Publication information
- Publisher: Harvey Comics
- Schedule: Bi-monthly
- Format: Anthology
- Publication date: Sept. 1951 – Feb. 1967
- No. of issues: 39

= Warfront =

Warfront was a war comic published by Harvey Comics. The comic claimed to depict "True War Exposes". The first issue of Warfront was September 1951. From January 1956 – September 1958 the covers of Warfront were rendered by Jack Kirby.

== Publication history ==
The first 35 issues of Warfront were published from Sept. 1951 – Nov. 1958, with issues #26–35 published under the Thrill Adventure imprint.

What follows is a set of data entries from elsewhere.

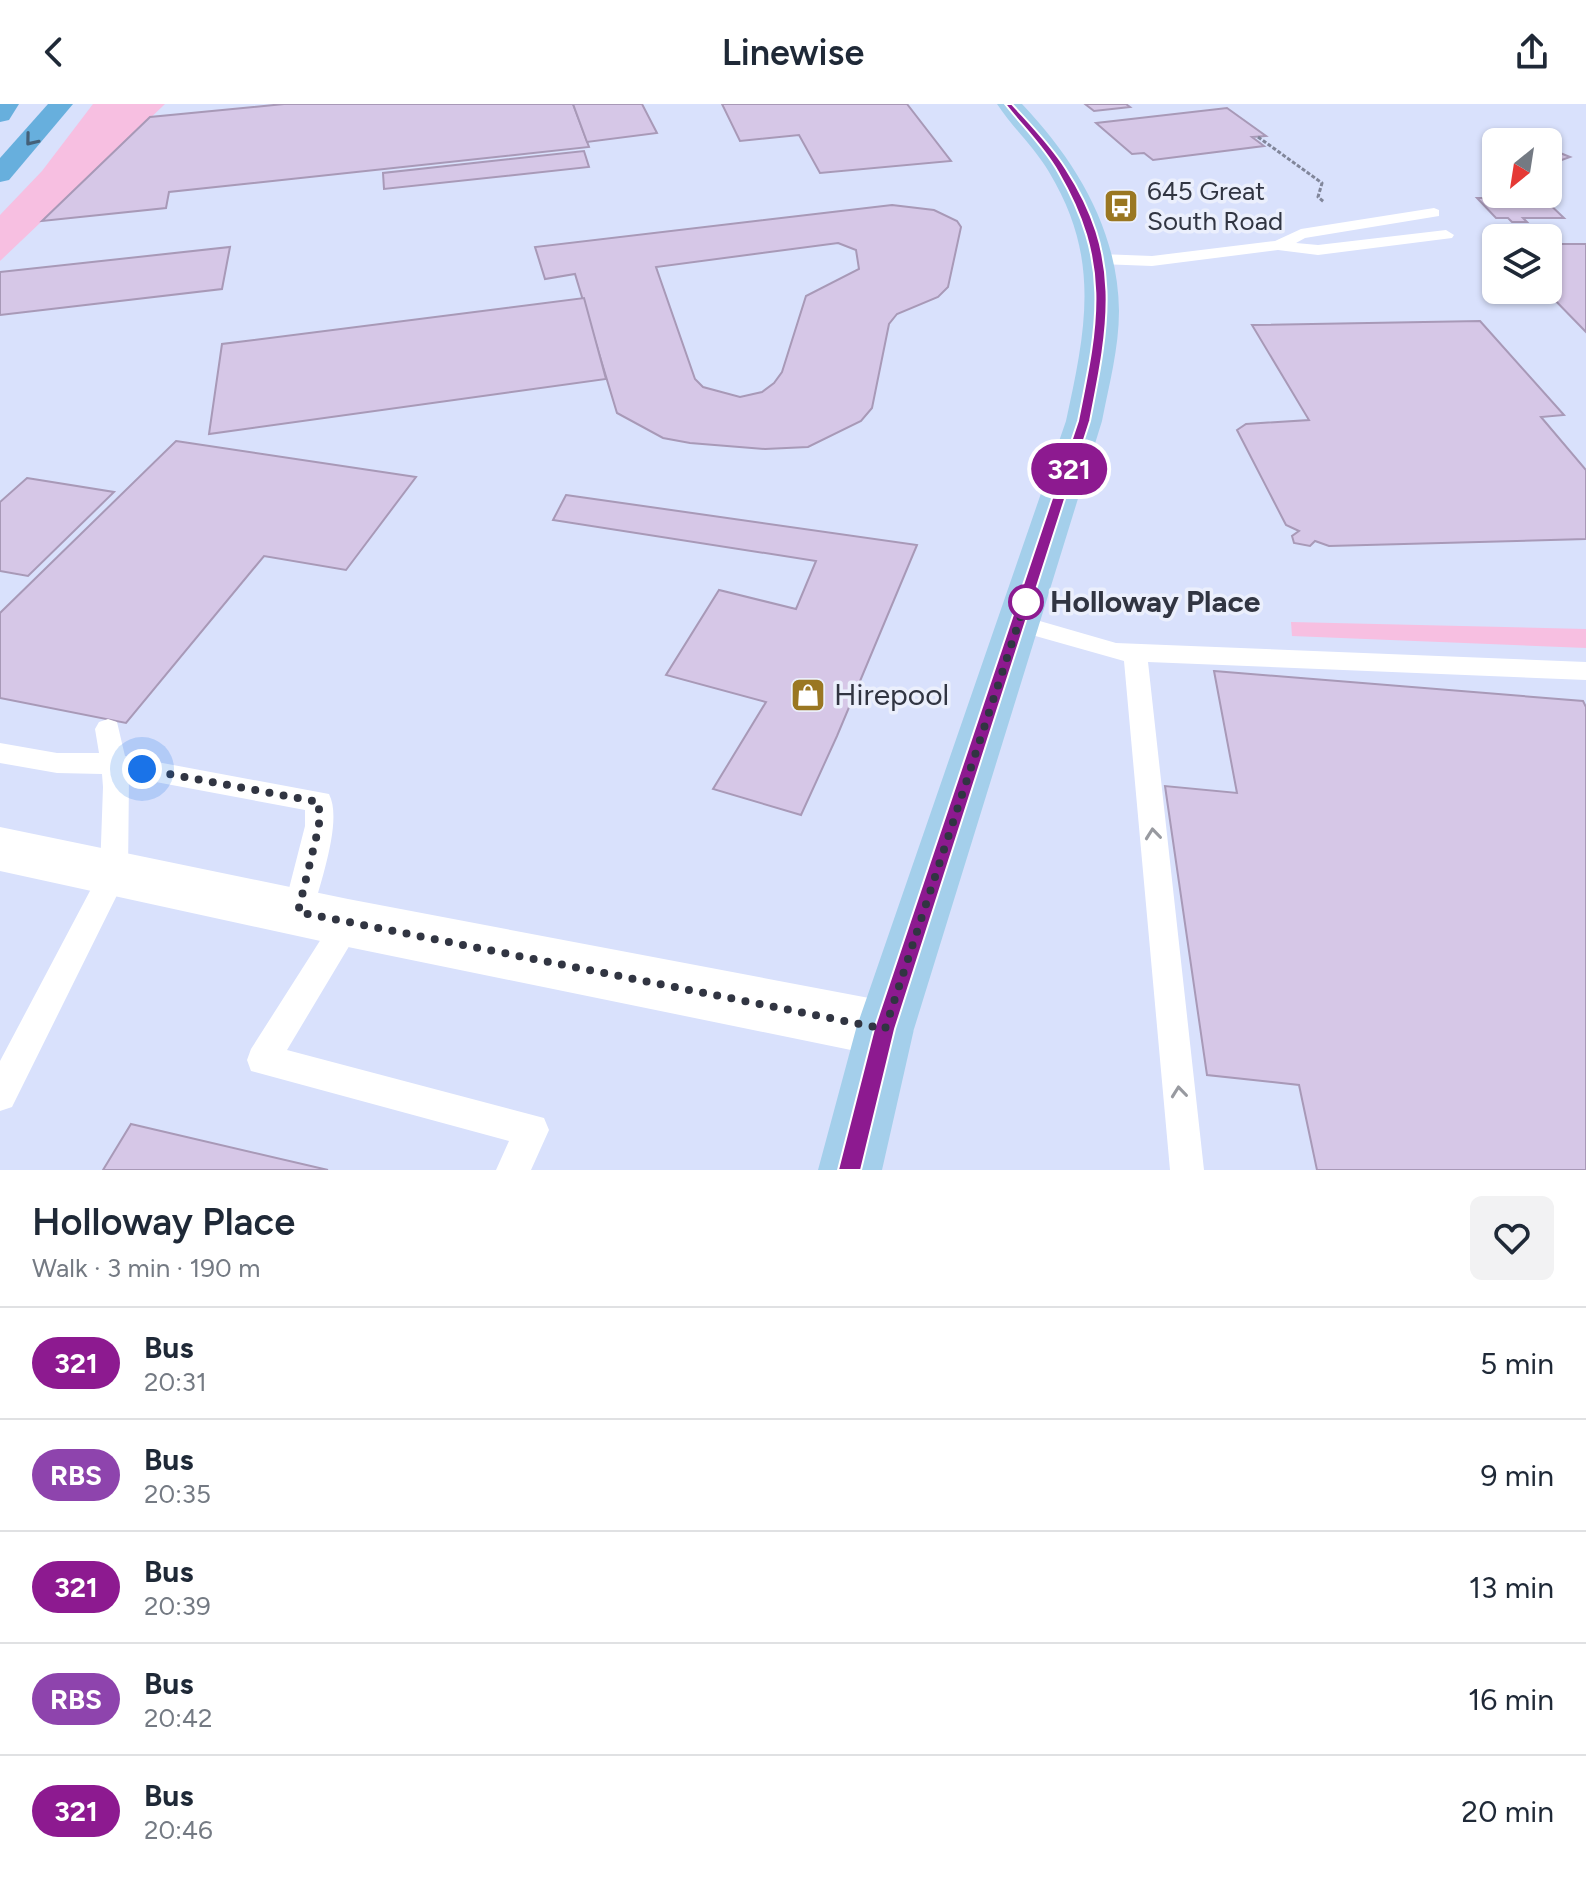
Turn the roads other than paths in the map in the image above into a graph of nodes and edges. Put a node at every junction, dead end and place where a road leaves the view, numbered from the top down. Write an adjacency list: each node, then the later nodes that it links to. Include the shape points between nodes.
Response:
1 (7, 104): 4 (highway)
2 (61, 104): 5 (highway, one-way to 5)
3 (1009, 104): 9 (main road, via 1062,170)
4 (0, 115)
5 (0, 174)
6 (1434, 213): 8 (lane, via 1301,234)
7 (1446, 235): 8 (lane, via 1318,250)
8 (1279, 245): 9 (lane, via 1152,261)
9 (1100, 259): 10 (main road, via 1103,312 1084,421)
10 (1019, 623): 11 (lane); 19 (main road)
11 (1135, 653): 12 (lane); 23 (lane, one-way to 11)
12 (1586, 671)
13 (108, 729): 15 (lane)
14 (0, 753): 15 (lane, via 57,763)
15 (113, 764): 17 (lane); 18 (lane, via 319,802)
16 (0, 849): 17 (street)
17 (114, 873): 18 (street); 20 (lane)
18 (323, 917): 19 (street); 21 (lane, via 263,1060 532,1130)
19 (885, 1029): 22 (main road)
20 (0, 1095)
21 (513, 1170)
22 (850, 1170)
23 (1187, 1170)

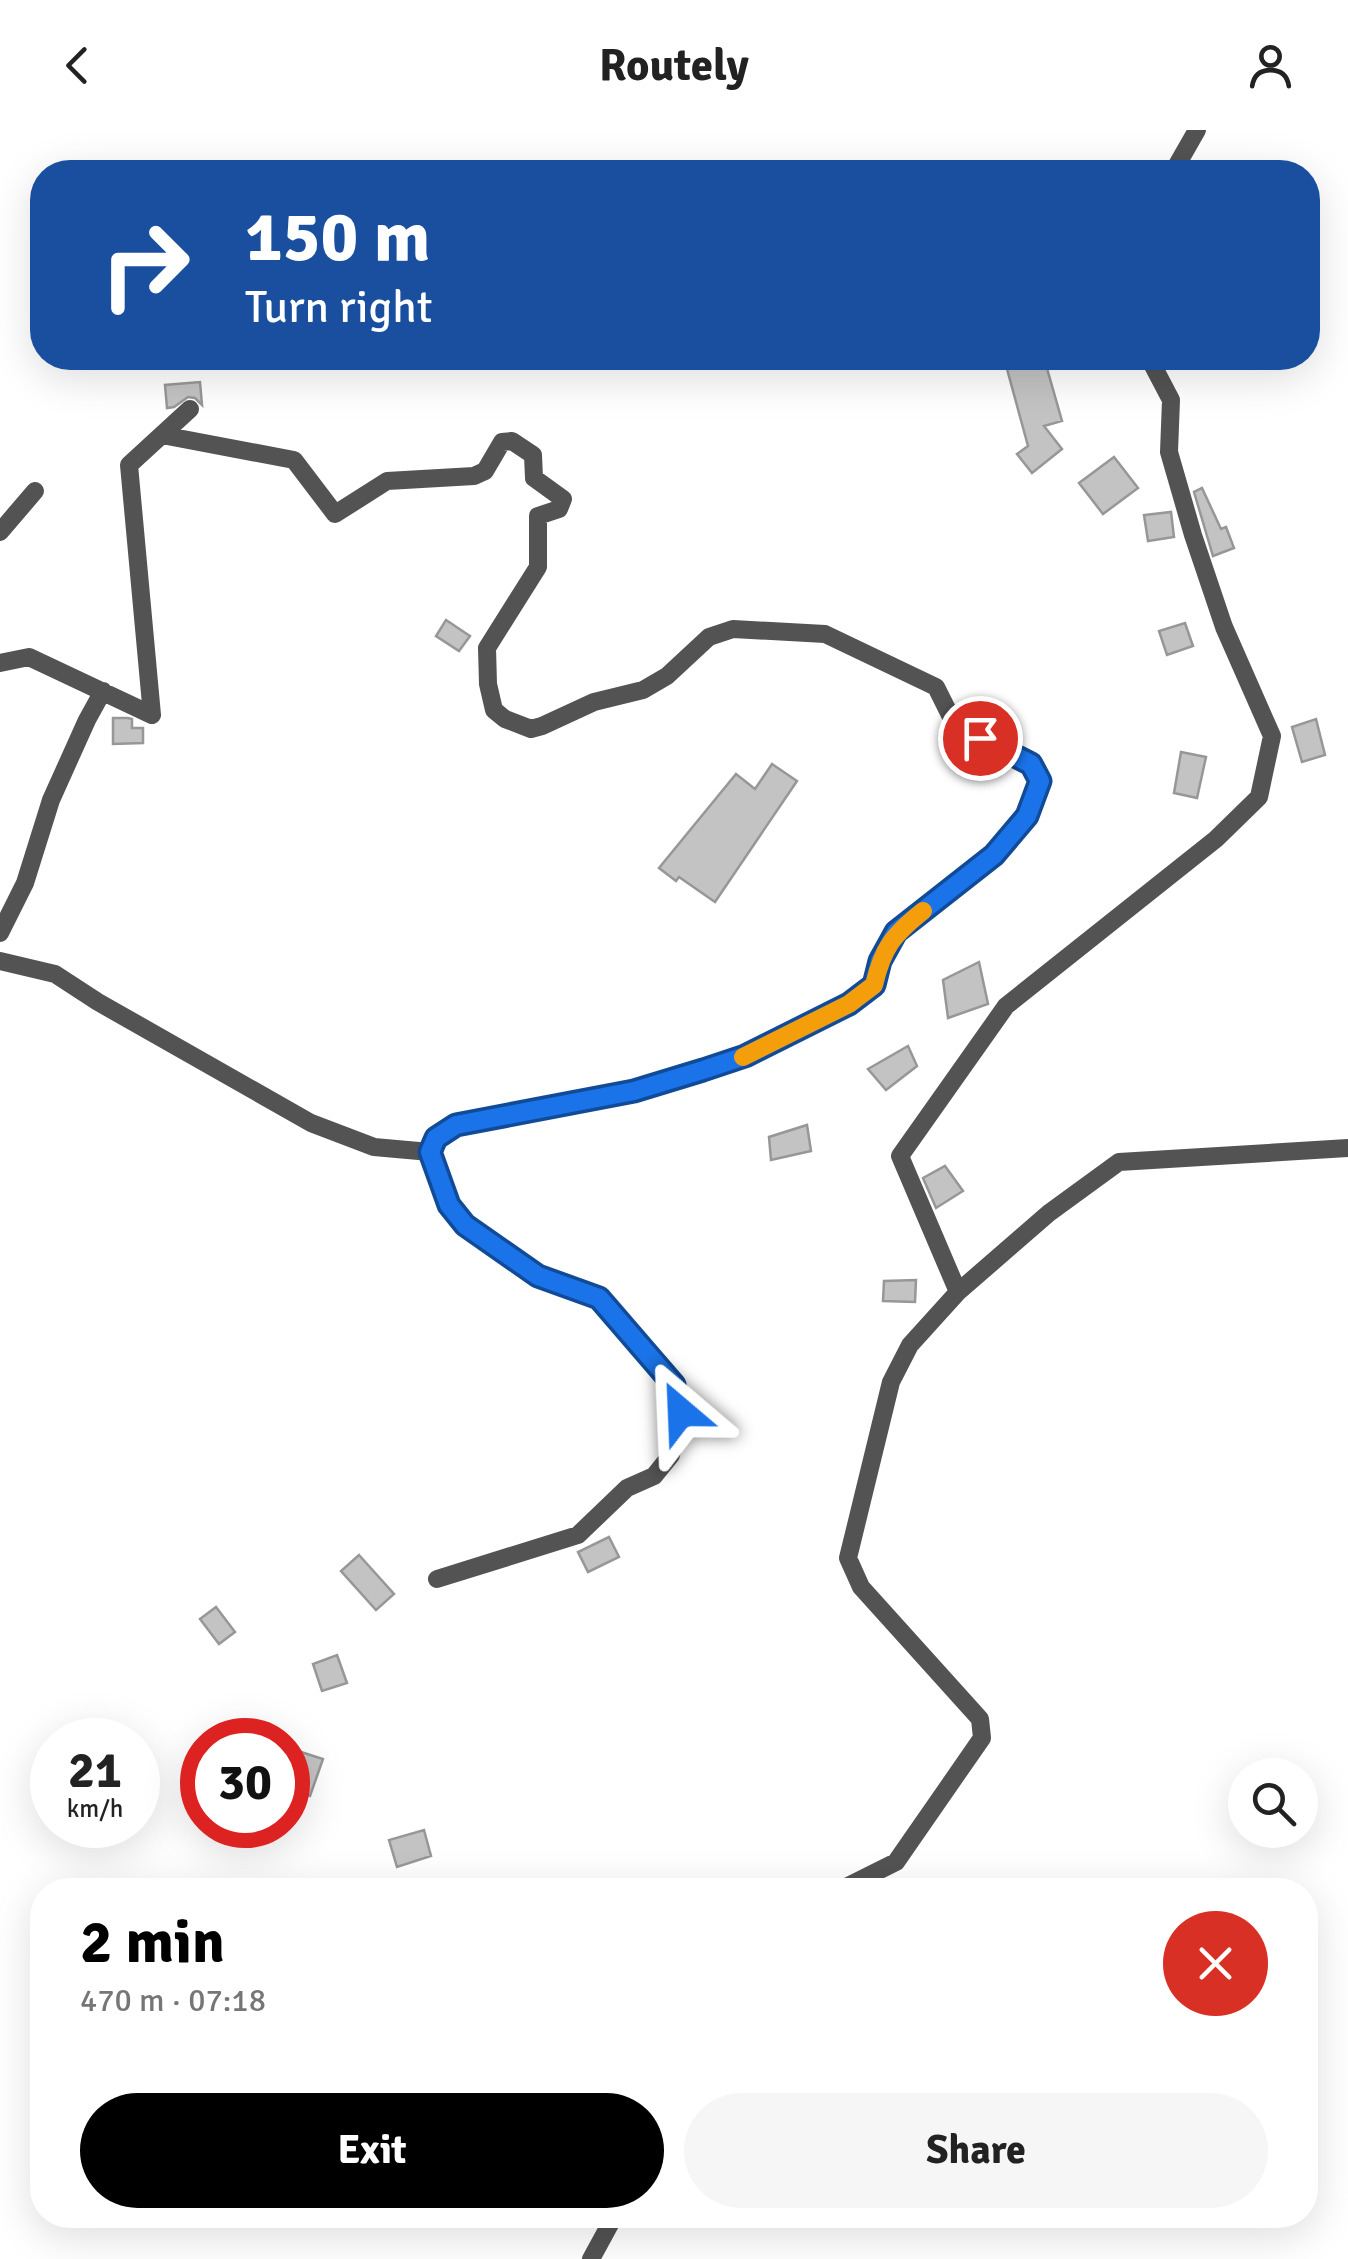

After a seven-year hiatus, issues #36–39 were published from 1965 to 1967 under the Harvey Thriller imprint. The final issue of Warfront was #39 (September 1967).

==Covers and themes==
The cover of issue #28 (January 1956) shows a bomber engulfed in flames. "The Secret Bridge", an original six page story inside, concerns a French volunteer. He helps settle a dispute two soldiers are having during the Korean War. The Bob Powell studio embellished each panel (comics) with detailed backgrounds and expressionistic lighting schemes. Most of the cover is occupied by one of the plane's parachuting crew members. The man is firing what appears to be a combination of a carbine and a submachine gun. The weapon is being aimed at unseen enemy fighters. Warfront #29 (September 1957) shows a marine firing his tommy gun into a destroyed bunker. This kills the remaining survivors.